» **Problem description**
Filter on the word "highway": copy each matching line from the listing below.

┏━━

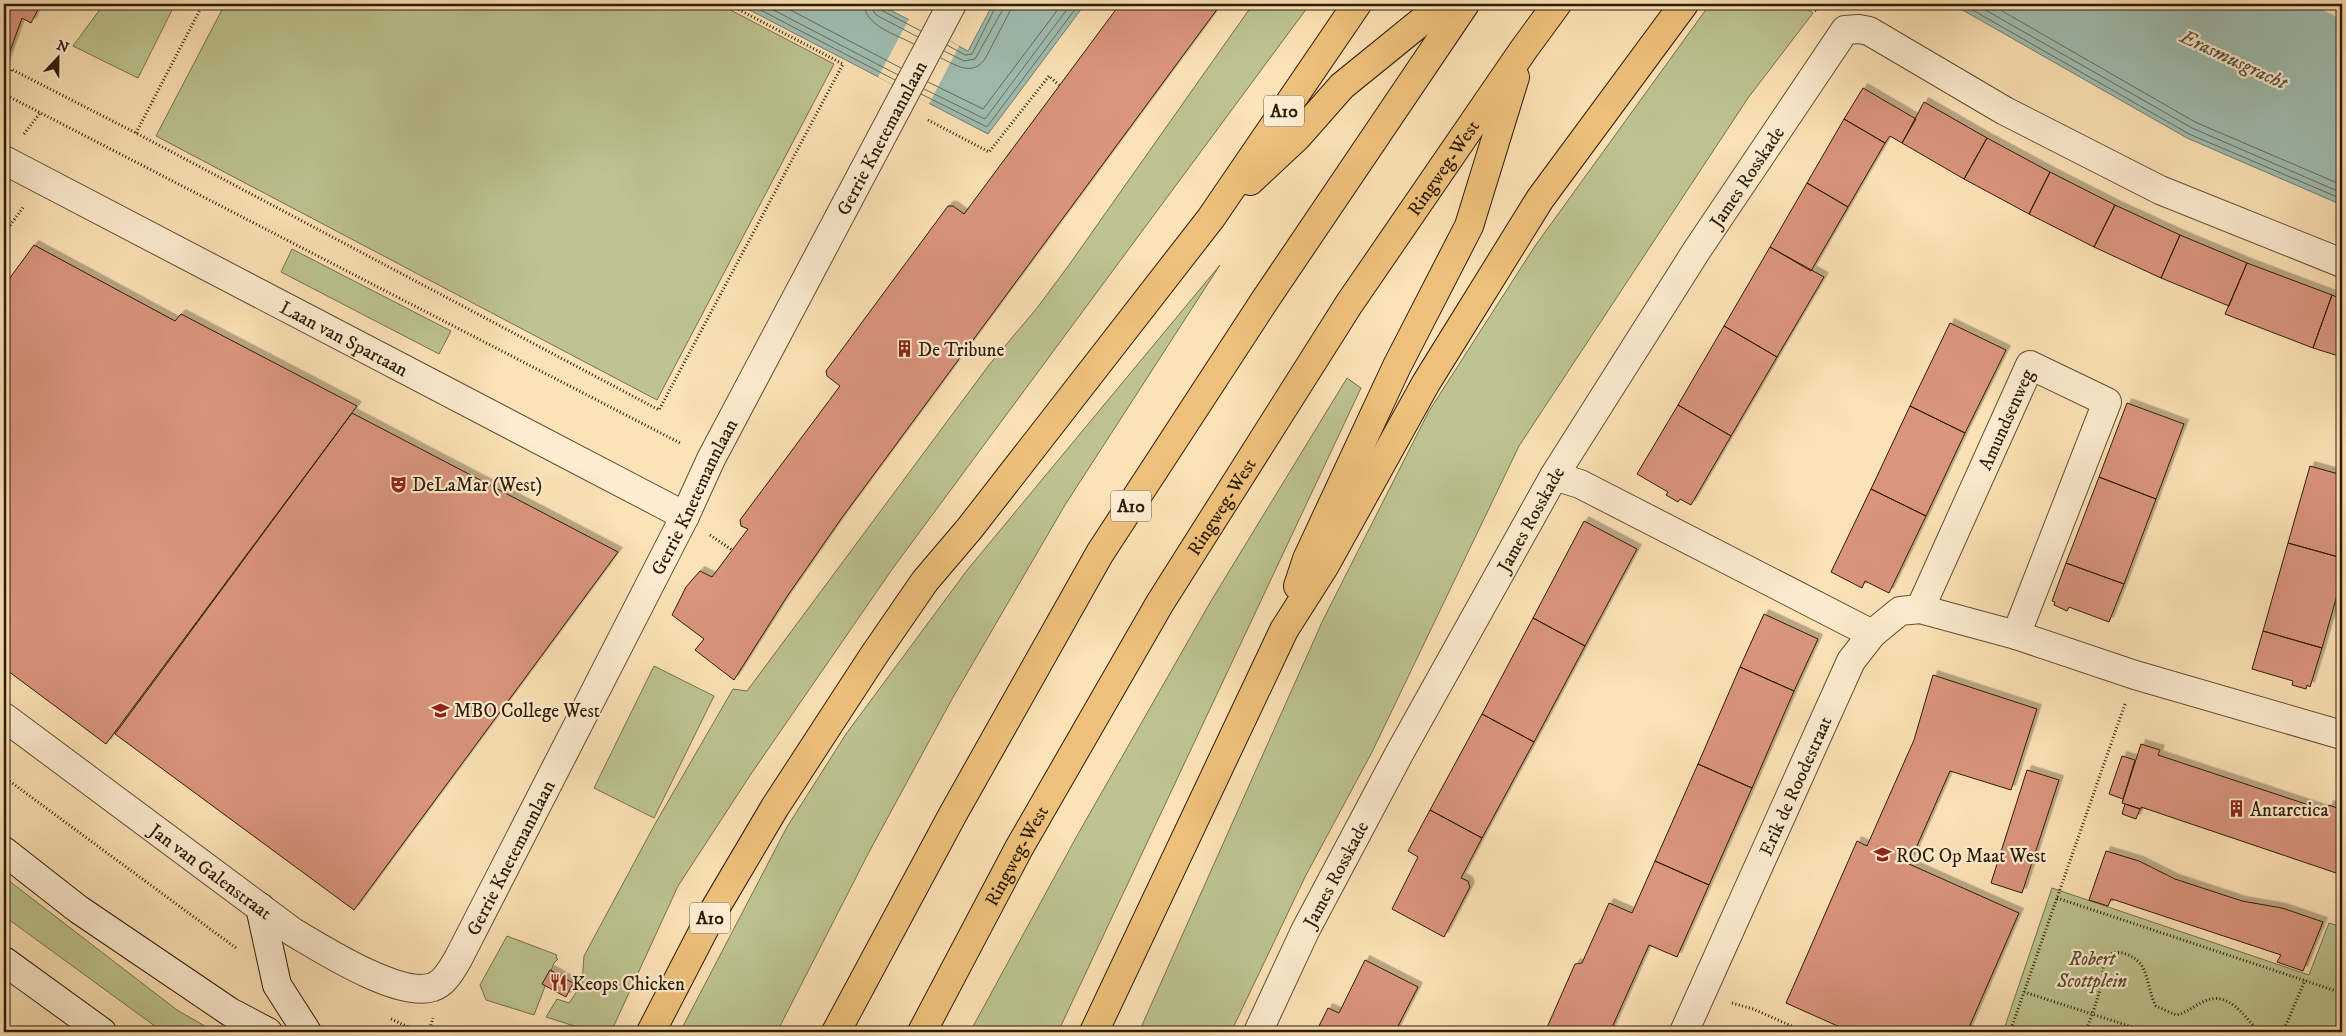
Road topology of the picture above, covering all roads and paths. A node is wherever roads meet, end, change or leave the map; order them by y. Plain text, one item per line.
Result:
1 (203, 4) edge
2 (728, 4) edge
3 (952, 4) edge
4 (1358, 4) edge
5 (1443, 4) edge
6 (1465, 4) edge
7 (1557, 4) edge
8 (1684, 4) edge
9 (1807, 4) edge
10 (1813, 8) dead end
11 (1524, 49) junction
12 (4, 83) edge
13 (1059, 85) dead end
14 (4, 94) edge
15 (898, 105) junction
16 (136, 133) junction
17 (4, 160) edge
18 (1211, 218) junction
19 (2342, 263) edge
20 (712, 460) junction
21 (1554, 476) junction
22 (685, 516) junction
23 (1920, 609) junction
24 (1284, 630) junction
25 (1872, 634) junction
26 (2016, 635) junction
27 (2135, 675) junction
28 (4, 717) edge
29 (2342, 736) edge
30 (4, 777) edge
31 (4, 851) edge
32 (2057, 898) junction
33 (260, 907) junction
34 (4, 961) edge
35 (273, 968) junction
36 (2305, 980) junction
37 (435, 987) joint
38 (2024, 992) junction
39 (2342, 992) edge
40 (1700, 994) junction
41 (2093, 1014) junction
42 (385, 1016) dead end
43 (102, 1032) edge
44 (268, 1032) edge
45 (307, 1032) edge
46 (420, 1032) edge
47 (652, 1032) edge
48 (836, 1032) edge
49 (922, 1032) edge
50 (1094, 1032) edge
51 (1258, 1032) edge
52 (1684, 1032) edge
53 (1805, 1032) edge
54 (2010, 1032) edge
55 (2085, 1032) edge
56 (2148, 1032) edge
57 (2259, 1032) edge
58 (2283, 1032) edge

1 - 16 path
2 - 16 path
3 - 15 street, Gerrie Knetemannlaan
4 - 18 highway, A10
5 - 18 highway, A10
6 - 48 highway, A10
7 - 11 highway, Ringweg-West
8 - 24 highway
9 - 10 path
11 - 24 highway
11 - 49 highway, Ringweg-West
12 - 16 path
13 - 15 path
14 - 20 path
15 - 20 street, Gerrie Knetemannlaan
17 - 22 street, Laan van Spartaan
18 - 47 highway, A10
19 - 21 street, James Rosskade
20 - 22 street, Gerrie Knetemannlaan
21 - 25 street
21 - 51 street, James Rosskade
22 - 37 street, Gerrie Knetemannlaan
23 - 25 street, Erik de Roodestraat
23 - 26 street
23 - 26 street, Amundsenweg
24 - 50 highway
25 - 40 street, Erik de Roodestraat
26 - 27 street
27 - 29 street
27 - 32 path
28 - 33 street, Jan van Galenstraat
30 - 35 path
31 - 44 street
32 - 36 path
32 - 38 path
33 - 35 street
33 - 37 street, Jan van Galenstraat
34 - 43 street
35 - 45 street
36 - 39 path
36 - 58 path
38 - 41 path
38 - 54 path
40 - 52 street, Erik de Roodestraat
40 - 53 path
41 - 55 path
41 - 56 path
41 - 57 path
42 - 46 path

┗━━
┏━━

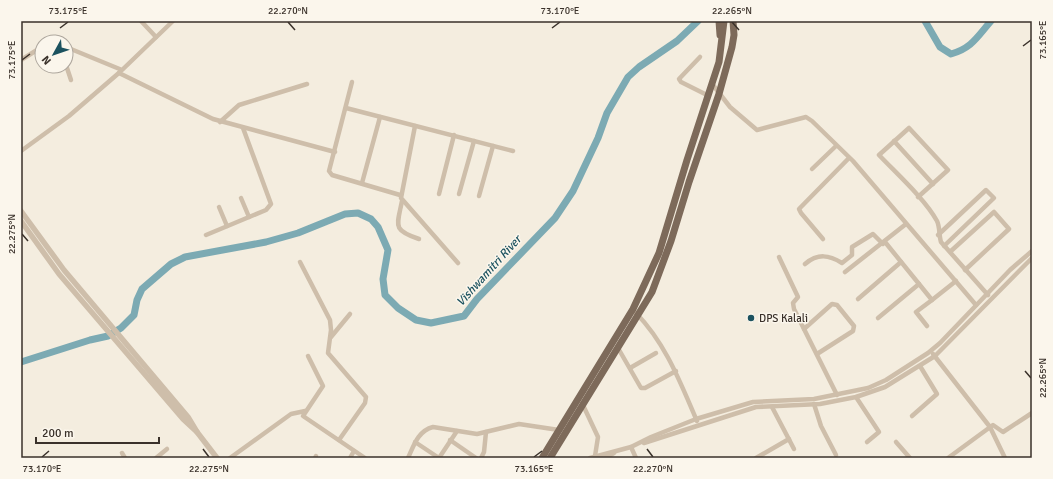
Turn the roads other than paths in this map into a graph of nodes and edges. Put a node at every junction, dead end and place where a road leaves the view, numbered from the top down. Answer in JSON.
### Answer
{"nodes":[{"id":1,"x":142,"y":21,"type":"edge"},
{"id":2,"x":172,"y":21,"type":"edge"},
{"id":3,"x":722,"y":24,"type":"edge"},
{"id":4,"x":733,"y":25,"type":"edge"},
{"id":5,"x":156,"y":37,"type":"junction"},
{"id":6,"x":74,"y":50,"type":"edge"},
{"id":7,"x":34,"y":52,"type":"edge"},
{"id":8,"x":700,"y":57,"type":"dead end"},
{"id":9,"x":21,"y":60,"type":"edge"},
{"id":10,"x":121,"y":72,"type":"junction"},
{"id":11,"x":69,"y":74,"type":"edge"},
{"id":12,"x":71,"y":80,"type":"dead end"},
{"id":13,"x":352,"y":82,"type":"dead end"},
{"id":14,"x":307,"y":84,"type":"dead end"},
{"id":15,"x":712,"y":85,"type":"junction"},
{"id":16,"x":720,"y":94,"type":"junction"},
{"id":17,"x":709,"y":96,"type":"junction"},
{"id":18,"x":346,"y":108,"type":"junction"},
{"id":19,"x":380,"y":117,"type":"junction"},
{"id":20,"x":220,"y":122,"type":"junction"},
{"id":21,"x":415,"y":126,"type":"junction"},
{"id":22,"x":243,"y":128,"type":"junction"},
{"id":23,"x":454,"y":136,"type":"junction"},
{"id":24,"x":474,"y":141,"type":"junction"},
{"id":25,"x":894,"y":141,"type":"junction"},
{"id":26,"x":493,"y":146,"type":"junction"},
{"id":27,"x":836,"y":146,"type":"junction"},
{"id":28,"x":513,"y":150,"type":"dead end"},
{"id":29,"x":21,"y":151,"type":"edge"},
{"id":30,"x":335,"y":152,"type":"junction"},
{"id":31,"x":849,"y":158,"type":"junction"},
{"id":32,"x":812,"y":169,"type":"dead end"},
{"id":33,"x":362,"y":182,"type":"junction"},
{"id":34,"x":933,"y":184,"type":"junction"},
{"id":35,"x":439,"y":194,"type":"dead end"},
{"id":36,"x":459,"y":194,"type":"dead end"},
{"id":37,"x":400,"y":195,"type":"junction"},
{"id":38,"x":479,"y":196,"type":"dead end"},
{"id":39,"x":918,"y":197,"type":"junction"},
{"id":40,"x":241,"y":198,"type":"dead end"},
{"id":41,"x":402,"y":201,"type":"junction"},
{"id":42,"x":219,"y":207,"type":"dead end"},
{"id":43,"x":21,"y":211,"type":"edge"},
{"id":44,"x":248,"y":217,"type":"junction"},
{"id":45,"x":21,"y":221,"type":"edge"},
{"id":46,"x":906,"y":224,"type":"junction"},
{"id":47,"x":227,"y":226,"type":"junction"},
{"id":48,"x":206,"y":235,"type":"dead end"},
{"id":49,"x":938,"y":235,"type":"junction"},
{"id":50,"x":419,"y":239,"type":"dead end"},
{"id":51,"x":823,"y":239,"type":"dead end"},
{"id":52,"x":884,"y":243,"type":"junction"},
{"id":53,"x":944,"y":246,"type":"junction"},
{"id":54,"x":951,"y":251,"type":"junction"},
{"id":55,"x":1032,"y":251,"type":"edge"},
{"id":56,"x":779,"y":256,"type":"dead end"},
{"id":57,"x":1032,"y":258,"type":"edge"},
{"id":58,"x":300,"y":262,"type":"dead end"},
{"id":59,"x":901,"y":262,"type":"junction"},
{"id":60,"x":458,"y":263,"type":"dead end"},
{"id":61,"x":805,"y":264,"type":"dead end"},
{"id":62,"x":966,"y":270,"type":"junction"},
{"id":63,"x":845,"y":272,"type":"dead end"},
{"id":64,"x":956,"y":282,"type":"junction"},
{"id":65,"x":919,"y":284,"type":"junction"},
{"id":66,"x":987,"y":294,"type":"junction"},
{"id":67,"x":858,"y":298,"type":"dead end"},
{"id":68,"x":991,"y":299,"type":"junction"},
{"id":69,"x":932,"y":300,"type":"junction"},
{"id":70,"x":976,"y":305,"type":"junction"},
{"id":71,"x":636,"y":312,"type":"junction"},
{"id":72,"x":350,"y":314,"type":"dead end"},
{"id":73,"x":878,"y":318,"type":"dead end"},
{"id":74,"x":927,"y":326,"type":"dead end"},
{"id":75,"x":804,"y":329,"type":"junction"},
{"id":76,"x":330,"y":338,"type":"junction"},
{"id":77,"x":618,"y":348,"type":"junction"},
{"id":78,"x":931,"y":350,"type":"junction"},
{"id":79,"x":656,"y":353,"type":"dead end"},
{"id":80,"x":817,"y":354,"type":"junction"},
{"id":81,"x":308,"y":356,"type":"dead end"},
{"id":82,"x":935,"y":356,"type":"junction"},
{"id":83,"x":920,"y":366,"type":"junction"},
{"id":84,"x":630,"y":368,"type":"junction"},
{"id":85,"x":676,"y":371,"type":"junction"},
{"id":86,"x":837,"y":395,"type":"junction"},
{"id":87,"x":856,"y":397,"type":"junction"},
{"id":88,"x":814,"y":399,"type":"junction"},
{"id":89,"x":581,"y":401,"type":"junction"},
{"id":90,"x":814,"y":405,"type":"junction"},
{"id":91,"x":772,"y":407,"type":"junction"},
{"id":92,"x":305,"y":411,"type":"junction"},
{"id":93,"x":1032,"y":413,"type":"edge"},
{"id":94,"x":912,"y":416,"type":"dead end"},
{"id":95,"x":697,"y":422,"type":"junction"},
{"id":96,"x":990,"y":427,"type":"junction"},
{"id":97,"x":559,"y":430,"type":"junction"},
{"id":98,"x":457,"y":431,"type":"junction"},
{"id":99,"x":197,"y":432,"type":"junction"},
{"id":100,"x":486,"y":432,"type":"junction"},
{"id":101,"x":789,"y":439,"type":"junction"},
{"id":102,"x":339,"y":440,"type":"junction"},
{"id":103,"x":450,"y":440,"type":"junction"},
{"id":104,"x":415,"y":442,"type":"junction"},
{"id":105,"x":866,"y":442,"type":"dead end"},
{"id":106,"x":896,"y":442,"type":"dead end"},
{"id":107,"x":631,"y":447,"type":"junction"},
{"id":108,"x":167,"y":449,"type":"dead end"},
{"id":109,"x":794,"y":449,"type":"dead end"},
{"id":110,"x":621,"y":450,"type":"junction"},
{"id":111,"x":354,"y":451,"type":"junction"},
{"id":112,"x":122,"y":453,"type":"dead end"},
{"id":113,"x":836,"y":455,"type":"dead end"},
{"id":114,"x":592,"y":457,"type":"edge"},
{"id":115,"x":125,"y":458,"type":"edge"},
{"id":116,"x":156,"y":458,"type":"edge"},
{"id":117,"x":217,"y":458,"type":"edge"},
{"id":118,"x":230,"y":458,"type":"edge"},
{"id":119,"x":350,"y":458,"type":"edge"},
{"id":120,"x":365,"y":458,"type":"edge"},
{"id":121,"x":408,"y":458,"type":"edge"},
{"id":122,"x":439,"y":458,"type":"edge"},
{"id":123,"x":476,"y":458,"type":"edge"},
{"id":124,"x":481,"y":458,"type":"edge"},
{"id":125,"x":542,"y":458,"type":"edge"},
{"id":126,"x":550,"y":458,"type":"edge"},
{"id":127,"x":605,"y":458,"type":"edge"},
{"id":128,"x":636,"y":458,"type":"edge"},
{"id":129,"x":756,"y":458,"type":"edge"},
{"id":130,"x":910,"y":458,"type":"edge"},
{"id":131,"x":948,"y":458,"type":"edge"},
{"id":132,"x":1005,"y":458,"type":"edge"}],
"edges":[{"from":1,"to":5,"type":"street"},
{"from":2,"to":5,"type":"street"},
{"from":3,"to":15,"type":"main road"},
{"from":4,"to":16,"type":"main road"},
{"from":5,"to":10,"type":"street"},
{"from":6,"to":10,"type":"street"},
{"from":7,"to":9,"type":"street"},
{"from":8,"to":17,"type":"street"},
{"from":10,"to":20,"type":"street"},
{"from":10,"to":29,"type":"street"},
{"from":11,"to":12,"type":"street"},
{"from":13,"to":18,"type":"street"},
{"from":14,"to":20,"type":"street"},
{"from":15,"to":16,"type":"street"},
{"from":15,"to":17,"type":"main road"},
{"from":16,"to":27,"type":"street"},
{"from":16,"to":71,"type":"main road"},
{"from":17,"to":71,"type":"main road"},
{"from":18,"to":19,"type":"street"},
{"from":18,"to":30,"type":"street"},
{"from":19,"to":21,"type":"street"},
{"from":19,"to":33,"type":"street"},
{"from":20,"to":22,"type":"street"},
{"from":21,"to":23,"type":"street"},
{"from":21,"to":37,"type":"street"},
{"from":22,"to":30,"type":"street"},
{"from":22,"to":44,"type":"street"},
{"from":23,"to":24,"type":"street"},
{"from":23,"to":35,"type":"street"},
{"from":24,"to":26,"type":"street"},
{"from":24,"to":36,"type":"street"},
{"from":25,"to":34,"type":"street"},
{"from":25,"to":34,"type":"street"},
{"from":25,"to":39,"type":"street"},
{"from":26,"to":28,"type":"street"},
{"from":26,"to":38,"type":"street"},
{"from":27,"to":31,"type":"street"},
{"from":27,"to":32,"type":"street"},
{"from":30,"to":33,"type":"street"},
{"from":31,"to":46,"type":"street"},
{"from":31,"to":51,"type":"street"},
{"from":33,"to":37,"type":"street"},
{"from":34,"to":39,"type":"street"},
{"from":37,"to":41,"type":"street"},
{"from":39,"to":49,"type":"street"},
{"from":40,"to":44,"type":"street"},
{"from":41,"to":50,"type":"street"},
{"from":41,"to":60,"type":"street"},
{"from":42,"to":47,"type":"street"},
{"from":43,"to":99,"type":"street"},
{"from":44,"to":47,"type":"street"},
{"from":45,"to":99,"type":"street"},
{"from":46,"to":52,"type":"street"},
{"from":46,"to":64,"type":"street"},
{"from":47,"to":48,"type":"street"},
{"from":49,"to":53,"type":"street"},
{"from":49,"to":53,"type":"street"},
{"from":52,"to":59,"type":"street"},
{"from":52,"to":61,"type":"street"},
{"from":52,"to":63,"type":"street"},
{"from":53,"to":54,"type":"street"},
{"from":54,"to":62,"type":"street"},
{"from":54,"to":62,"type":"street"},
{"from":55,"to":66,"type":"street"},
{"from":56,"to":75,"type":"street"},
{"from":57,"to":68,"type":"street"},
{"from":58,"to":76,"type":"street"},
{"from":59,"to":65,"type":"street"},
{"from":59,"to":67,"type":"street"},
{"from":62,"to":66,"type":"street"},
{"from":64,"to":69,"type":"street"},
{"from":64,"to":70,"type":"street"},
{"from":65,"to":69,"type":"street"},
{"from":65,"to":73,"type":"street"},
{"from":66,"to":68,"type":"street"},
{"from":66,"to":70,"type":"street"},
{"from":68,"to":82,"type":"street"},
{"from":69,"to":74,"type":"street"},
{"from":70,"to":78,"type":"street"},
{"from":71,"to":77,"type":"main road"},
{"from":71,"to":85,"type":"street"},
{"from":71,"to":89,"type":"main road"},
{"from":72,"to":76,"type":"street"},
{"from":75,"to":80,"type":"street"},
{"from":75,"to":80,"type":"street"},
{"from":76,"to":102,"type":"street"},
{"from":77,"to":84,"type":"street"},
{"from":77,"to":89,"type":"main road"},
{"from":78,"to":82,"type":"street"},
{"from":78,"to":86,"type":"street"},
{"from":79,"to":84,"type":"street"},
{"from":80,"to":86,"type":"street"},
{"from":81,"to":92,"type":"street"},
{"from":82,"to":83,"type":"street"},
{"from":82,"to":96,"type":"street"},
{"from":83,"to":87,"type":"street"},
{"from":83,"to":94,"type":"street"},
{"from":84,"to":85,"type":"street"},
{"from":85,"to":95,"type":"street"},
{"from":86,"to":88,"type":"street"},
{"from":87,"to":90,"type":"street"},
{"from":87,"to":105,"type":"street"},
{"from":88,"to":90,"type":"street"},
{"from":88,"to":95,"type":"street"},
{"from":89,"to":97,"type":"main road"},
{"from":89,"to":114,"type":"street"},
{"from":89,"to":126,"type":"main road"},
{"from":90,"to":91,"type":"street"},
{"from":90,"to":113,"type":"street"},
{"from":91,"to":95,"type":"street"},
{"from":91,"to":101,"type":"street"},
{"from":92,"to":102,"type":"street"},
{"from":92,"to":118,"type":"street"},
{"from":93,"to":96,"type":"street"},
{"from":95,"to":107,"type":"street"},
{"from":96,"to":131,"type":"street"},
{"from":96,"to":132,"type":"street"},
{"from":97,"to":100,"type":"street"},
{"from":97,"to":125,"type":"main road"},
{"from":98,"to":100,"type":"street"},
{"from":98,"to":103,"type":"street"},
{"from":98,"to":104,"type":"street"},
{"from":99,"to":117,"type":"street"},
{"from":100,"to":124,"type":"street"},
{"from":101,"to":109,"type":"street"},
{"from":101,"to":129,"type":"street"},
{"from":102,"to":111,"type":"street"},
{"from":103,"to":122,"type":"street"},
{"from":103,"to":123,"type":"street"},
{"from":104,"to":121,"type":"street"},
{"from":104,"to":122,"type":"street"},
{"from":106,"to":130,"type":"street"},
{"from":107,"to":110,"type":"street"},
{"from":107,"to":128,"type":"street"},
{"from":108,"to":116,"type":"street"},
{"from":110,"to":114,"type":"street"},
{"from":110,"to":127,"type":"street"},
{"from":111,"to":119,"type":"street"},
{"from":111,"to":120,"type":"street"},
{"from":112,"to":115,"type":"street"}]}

┗━━

» **Answer below**
4 - 18 highway, A10
5 - 18 highway, A10
6 - 48 highway, A10
7 - 11 highway, Ringweg-West
8 - 24 highway
11 - 24 highway
11 - 49 highway, Ringweg-West
18 - 47 highway, A10
24 - 50 highway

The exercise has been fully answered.